Ingrid Riocreux a déjà écrit bien des analyses pertinentes sur les équivoques, pour ne pas dire l’hypocrisie, d’un « fact-checking » qui cherche trop souvent à parer d’autorité et de neutralité un discours orienté (3). Une telle mauvaise foi saute aux yeux quand certains universitaires prennent part à un débat politique face à des interlocuteurs de nature différente : « Mon discours est scientifique donc neutre et objectif, et je peux me permettre de réfuter d’en haut le vôtre qui lui n’est qu’une opinion » : on en trouvera mille transpositions, par exemple dans les débats de 28 Minutes sur Arte, autour de la question migratoire en particulier. Alors qu’on n’admettrait pas qu’un policier garde son uniforme pour faire l’objet d’un traitement particulier en dehors de son service, on ne compte plus les intellectuels qui, dans le théâtre à l’italienne du débat public, prétendent par leurs diplômes et leurs titres académiques accéder à des loges surplombant le parterre de la citoyenneté ordinaire, où resteraient leurs adversaires, oubliant trop souvent qu’en démocratie, la « « compétence » à participer à la vie publique n’a pas d’autre source que le fait d’être citoyen (4) ». Mais, comme l’écrit justement André Perrin, « on ne discute pas avec des manants qui ne sont pas du même monde que nous ! » (5)

 

Une controverse qui n’a rien d’académique

Il faut également remarquer une certaine mesquinerie, qui consiste à vouloir ignorer (ou à feindre d’ignorer) les grands enjeux d’un discours en se focalisant sur des approximations relativement marginales ou accessoires. Prétendant éluder les aspects politiques du propos de Zemmour, nos historiens reconnaissent ainsi laisser à « d’autres » le soin de les « disséquer », conscients néanmoins de participer depuis leur poste aux tirs croisés d’une controverse qui n’a rien d’académique.
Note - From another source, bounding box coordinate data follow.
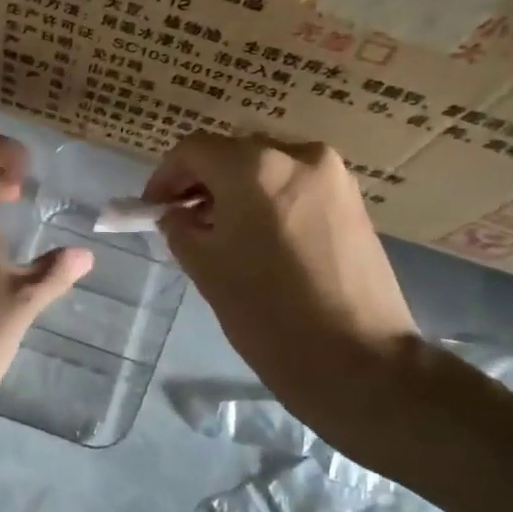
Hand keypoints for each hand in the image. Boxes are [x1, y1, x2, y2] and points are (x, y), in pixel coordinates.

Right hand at [145, 134, 419, 414]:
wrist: (359, 362)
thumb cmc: (269, 314)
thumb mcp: (207, 269)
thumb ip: (180, 228)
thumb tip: (175, 214)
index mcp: (255, 167)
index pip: (194, 150)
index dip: (165, 176)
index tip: (153, 208)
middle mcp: (298, 155)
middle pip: (233, 153)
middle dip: (203, 182)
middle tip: (185, 220)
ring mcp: (333, 176)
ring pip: (267, 167)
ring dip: (237, 191)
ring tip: (223, 232)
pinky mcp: (354, 201)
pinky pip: (297, 185)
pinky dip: (270, 199)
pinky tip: (261, 238)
À cette attitude anguilliforme un peu pénible, alliant l’arrogance du sachant à la fausse neutralité du paléographe spécialisé, on peut préférer (mutatis mutandis, évidemment : les uns et les autres ne sont en rien comparables) la position d’un Lucien Febvre lisant Spengler, ou d’un Raymond Aron préfaçant Toynbee : conscients des erreurs factuelles forcément, presque inévitablement, commises par les auteurs de trop ambitieuses synthèses métahistoriques, ces penseurs impeccables qu’étaient Febvre ou Aron reconnaissaient du même mouvement l’intérêt de leurs questionnements et de leurs perspectives, la légitimité de leur démarche, leur apport à la réflexion. Se démarquant de « la communauté des historiens professionnels », Raymond Aron estimait ainsi, dans sa défense de Toynbee, s’intéresser « plus qu’eux à la réflexion sur la pensée historique, aux tentatives d’interprétation globale du passé humain (6). » Toutes proportions gardées, conservons cette idée, en sachant placer chaque débat sur le terrain qui convient.

 

Fabien Niezgoda

 

Notes :

(1) Sylvain Gouguenheim, Aristote au Mont-Saint-Michel, 2008, p. 9.
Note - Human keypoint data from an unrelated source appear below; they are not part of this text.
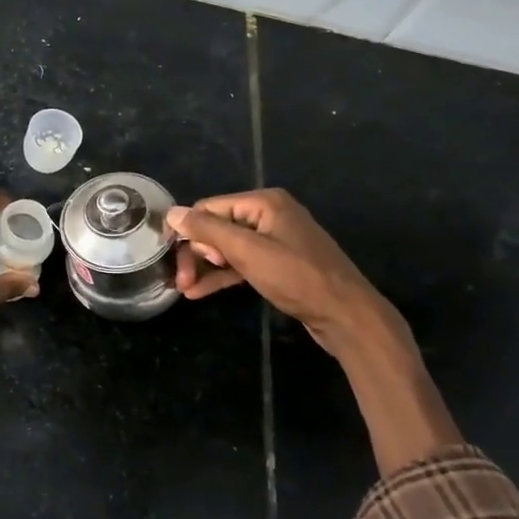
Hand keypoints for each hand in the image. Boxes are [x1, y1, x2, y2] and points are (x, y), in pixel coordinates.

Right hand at [167, 189, 397, 354]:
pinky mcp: (277, 264)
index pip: (208, 209)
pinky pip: (241, 264)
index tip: (181, 264)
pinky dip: (222, 276)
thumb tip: (172, 213)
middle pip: (216, 228)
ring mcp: (274, 240)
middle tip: (182, 282)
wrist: (346, 315)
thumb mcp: (248, 252)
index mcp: (264, 203)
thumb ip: (208, 230)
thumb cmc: (297, 277)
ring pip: (226, 248)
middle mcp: (268, 215)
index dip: (190, 234)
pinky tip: (200, 292)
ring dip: (205, 267)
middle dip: (197, 253)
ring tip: (185, 290)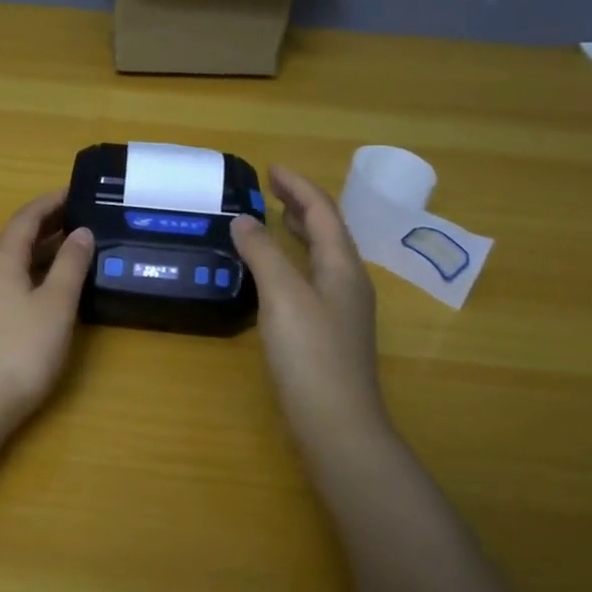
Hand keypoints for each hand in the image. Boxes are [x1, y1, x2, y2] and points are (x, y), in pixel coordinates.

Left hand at [0, 189, 93, 431]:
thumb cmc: (23, 348)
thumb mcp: (56, 303)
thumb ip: (71, 264)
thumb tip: (82, 232)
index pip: (26, 217)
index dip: (51, 202)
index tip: (76, 191)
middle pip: (15, 236)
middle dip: (48, 225)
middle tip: (83, 218)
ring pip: (11, 260)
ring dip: (40, 250)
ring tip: (74, 247)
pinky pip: (6, 279)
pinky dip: (30, 271)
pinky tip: (50, 283)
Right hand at [231, 166, 393, 451]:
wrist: (337, 423)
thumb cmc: (311, 354)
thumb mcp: (283, 296)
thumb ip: (263, 254)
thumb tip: (243, 219)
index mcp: (343, 266)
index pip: (323, 211)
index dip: (298, 186)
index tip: (271, 168)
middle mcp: (348, 282)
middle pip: (328, 230)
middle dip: (302, 205)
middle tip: (272, 189)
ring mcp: (342, 309)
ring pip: (322, 256)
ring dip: (301, 232)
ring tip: (277, 219)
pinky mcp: (330, 332)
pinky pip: (313, 279)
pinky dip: (295, 261)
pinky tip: (277, 273)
(2) Sur les liens culturels entre Byzance et l’Europe romane, voir aussi Sylvain Gouguenheim, La gloire des Grecs, Cerf, 2017.

(3) Ingrid Riocreux, La langue des médias. Destruction du langage et fabrication du consentement, L’Artilleur, 2016. Lire aussi « Les dessous des médias », entretien paru dans Éléments n°165.
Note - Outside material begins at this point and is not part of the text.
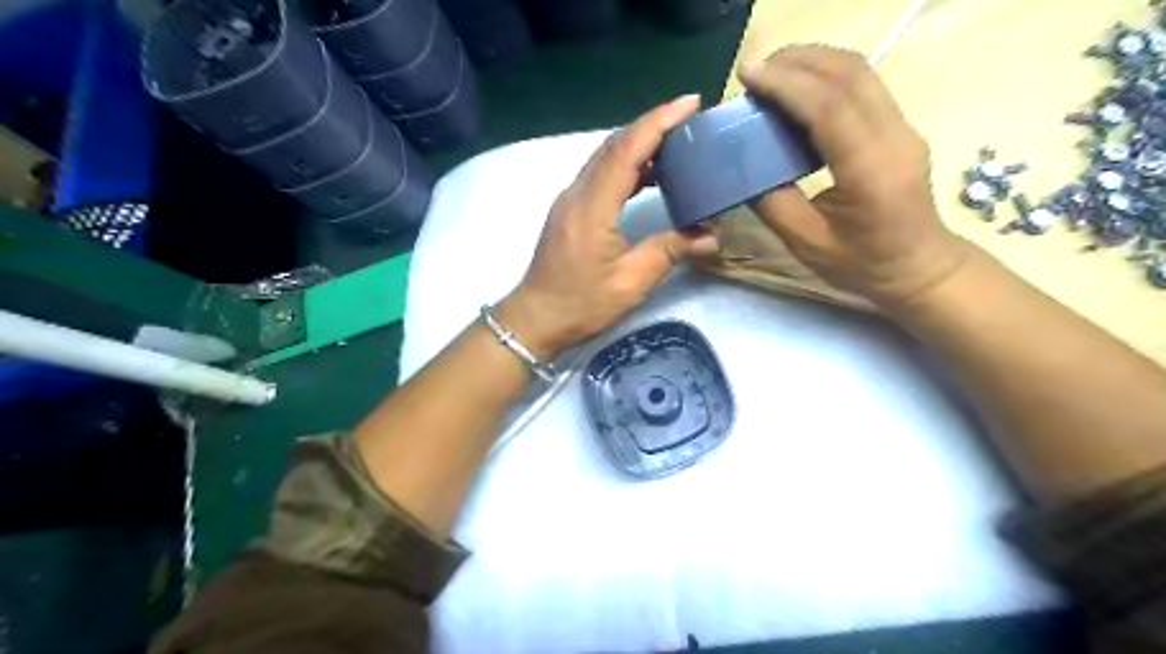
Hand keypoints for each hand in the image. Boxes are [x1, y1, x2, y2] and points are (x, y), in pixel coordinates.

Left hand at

(4) Alain de Benoist, « La société illibérale et ses ennemis. Comment le libéralisme a confisqué la démocratie », Éléments n°174.

(5) « À l’école du lynchage médiatique », entretien avec André Perrin (auteur de Scènes de la vie intellectuelle en France, L’Artilleur, 2016), Éléments n°167.

(6) Raymond Aron, Préface à Arnold Toynbee, L’histoire (A Study of history), 1978.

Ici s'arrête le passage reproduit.